Top of Stored data
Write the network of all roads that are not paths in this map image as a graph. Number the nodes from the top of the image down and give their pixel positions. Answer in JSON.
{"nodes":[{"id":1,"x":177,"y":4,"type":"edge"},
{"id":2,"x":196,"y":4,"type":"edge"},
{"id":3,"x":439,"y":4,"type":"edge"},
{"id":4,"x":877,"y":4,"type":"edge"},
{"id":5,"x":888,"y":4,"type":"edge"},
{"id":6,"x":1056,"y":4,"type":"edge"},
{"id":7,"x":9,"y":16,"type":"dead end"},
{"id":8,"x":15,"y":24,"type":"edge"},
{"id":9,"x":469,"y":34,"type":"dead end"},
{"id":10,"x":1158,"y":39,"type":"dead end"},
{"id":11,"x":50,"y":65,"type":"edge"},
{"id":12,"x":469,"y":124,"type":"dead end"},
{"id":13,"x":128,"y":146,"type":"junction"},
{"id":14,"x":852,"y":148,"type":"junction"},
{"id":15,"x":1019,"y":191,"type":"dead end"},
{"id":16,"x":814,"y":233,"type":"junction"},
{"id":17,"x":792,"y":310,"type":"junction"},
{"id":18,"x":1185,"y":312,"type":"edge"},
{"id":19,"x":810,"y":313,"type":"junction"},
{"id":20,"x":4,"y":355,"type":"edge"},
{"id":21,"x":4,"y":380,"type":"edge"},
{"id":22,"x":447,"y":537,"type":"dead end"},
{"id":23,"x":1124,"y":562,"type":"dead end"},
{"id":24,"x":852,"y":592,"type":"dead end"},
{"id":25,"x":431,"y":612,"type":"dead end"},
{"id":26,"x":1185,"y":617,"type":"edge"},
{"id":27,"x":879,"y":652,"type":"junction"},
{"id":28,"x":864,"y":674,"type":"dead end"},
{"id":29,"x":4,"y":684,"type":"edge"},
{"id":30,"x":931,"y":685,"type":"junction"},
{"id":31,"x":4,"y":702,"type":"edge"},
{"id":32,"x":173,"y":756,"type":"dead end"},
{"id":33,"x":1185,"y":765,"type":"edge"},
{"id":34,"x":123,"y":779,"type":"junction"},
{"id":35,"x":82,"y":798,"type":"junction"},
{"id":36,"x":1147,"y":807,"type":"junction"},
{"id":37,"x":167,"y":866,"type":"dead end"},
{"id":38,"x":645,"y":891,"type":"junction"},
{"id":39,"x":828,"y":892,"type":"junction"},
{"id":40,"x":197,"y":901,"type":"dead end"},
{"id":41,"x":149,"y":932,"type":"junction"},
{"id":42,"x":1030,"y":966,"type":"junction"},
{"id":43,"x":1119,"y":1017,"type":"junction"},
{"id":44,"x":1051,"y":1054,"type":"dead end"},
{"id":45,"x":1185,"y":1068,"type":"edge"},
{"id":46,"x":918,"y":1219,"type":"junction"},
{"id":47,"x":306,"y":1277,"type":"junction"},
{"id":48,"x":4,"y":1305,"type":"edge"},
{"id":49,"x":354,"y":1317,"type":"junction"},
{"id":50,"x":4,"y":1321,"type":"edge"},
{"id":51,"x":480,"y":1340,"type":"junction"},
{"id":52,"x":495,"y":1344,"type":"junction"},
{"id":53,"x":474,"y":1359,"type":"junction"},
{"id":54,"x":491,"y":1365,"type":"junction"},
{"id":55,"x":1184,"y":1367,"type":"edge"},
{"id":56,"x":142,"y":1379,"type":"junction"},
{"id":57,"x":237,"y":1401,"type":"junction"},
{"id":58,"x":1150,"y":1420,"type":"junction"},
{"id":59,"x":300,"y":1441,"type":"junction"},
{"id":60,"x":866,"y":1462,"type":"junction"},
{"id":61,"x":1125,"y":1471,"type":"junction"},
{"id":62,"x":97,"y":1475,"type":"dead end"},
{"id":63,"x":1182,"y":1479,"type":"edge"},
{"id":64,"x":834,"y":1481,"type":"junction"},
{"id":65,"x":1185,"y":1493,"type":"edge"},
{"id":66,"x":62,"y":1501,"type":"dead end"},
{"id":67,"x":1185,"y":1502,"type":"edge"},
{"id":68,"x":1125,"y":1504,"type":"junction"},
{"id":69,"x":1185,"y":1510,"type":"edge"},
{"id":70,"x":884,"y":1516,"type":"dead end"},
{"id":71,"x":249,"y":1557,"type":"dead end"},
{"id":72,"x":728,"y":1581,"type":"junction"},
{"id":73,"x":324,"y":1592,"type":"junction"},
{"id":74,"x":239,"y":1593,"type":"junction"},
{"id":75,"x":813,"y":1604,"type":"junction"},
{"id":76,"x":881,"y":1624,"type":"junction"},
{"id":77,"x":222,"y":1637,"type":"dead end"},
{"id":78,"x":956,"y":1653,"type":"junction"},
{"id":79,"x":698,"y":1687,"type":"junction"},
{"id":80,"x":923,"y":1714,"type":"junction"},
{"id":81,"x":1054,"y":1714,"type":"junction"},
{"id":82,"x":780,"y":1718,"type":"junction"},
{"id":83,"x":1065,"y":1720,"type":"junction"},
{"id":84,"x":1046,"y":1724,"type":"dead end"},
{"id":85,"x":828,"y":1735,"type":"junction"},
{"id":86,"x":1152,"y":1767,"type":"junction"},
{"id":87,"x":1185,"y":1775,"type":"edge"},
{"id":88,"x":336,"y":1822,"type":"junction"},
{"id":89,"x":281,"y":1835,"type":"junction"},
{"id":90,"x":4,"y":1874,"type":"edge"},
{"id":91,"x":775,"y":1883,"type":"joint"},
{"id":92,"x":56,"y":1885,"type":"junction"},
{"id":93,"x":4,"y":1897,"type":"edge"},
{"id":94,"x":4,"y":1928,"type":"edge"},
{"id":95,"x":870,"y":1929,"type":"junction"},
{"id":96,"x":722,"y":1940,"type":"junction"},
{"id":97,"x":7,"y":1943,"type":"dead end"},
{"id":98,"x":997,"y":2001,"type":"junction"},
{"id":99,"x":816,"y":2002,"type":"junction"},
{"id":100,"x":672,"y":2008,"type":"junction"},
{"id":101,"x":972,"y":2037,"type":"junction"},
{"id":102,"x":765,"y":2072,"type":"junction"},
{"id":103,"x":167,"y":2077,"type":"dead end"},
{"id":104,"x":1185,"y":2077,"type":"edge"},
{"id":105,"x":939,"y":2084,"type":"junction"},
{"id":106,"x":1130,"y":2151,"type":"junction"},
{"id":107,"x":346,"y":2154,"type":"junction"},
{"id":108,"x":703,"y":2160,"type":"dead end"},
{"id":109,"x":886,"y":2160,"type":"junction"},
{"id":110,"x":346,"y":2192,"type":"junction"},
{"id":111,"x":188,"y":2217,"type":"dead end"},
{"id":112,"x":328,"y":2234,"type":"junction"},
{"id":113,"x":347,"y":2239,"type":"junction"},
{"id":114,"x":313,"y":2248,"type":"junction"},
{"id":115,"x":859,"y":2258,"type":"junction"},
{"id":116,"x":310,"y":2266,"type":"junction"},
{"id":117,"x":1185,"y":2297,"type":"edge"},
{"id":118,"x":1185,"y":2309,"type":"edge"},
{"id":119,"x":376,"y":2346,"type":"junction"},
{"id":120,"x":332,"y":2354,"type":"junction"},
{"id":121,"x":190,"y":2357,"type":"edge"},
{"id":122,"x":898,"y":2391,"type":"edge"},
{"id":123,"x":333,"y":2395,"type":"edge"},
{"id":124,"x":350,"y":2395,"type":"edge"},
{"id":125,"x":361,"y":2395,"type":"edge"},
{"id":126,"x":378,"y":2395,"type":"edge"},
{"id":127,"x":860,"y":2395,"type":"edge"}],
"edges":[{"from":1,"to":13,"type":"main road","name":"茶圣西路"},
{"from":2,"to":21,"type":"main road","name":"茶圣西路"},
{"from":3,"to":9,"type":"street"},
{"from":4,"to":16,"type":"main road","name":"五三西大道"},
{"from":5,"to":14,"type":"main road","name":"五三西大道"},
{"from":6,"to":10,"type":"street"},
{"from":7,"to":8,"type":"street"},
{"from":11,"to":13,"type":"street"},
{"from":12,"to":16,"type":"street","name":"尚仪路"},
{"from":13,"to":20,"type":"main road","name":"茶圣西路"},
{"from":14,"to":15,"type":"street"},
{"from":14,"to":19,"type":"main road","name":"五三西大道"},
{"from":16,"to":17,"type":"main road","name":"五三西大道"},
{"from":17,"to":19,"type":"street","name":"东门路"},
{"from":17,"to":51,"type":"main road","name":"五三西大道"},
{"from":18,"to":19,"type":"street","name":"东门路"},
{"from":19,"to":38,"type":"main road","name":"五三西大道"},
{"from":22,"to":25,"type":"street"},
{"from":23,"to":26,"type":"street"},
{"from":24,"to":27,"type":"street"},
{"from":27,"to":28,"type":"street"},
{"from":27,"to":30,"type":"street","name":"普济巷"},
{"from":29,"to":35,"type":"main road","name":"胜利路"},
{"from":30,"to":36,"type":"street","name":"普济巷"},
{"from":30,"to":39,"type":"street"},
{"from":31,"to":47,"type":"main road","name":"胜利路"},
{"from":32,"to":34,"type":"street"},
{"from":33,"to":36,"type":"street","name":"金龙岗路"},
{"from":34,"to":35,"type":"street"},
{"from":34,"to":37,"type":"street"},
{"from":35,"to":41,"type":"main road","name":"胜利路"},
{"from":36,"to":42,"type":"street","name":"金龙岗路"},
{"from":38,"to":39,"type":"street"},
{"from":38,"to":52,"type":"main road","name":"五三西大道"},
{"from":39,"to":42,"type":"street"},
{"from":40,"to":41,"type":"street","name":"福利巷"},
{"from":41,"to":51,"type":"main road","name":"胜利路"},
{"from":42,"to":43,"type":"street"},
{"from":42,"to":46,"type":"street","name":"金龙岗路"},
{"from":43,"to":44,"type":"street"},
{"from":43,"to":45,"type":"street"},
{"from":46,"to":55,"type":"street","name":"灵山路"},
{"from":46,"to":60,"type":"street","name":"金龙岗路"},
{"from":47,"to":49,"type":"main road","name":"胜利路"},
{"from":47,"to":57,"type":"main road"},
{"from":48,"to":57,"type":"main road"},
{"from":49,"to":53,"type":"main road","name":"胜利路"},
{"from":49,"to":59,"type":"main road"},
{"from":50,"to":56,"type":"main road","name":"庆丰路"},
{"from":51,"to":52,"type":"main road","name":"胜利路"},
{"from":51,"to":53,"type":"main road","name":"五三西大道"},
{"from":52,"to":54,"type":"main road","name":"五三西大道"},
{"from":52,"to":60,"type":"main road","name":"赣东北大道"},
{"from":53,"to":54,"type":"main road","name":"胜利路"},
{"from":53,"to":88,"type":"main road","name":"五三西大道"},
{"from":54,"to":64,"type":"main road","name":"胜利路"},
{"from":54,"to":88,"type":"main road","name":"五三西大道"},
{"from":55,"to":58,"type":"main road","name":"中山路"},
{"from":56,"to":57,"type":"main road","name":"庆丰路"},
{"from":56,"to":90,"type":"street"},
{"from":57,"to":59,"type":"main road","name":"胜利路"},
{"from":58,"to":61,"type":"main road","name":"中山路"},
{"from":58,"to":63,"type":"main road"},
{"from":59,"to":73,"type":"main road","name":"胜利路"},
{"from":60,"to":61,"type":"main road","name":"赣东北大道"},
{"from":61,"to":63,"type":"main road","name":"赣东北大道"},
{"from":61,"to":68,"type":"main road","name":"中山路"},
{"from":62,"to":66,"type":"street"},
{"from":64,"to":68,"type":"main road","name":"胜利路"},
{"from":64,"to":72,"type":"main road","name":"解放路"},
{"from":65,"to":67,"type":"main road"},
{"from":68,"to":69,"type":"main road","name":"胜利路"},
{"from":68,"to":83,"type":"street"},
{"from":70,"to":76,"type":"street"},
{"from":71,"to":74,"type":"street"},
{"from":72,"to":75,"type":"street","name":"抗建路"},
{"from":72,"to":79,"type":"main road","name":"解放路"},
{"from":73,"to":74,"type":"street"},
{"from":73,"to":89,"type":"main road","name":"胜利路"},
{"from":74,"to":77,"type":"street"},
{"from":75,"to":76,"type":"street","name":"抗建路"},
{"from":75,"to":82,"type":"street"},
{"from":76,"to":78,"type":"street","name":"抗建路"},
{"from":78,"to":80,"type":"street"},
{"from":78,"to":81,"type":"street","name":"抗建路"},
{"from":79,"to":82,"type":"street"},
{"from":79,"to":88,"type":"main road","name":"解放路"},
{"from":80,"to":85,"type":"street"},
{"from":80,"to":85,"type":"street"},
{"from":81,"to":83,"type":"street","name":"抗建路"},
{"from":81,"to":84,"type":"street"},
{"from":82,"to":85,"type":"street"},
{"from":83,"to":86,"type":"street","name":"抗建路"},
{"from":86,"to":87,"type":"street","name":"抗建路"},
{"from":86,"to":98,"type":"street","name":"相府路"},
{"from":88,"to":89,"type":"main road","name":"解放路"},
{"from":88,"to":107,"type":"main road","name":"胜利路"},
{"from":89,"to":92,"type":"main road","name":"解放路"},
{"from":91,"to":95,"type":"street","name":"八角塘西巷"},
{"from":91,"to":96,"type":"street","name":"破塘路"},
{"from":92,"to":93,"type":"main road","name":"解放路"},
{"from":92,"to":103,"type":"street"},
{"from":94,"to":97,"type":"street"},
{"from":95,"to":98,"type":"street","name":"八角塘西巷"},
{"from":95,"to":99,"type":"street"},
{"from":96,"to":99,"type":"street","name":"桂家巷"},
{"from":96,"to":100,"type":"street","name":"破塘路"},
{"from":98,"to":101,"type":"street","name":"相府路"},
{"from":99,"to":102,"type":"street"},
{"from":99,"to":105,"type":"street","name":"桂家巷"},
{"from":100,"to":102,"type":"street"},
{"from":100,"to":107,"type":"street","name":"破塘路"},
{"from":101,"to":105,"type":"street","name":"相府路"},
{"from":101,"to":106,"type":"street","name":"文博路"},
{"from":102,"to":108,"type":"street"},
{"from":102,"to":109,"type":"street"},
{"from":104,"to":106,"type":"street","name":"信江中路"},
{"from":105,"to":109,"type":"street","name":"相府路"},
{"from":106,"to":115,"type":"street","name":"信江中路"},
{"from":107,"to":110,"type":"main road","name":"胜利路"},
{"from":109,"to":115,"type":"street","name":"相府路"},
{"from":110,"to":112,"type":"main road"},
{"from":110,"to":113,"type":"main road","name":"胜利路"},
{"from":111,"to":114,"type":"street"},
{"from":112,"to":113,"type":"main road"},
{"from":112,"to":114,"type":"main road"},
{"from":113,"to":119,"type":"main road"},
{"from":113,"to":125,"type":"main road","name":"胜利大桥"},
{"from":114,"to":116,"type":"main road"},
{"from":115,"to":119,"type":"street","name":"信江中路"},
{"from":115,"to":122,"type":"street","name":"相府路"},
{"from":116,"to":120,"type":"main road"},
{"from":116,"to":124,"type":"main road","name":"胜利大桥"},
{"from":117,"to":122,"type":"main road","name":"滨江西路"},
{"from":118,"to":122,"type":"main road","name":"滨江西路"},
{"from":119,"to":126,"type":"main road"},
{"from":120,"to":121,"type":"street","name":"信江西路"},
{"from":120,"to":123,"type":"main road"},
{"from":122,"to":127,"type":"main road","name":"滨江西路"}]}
Bottom of Stored data
**Problem requirements**
One number is the whole answer: how many lines in the records contain "nodes".

**Problem solution**
2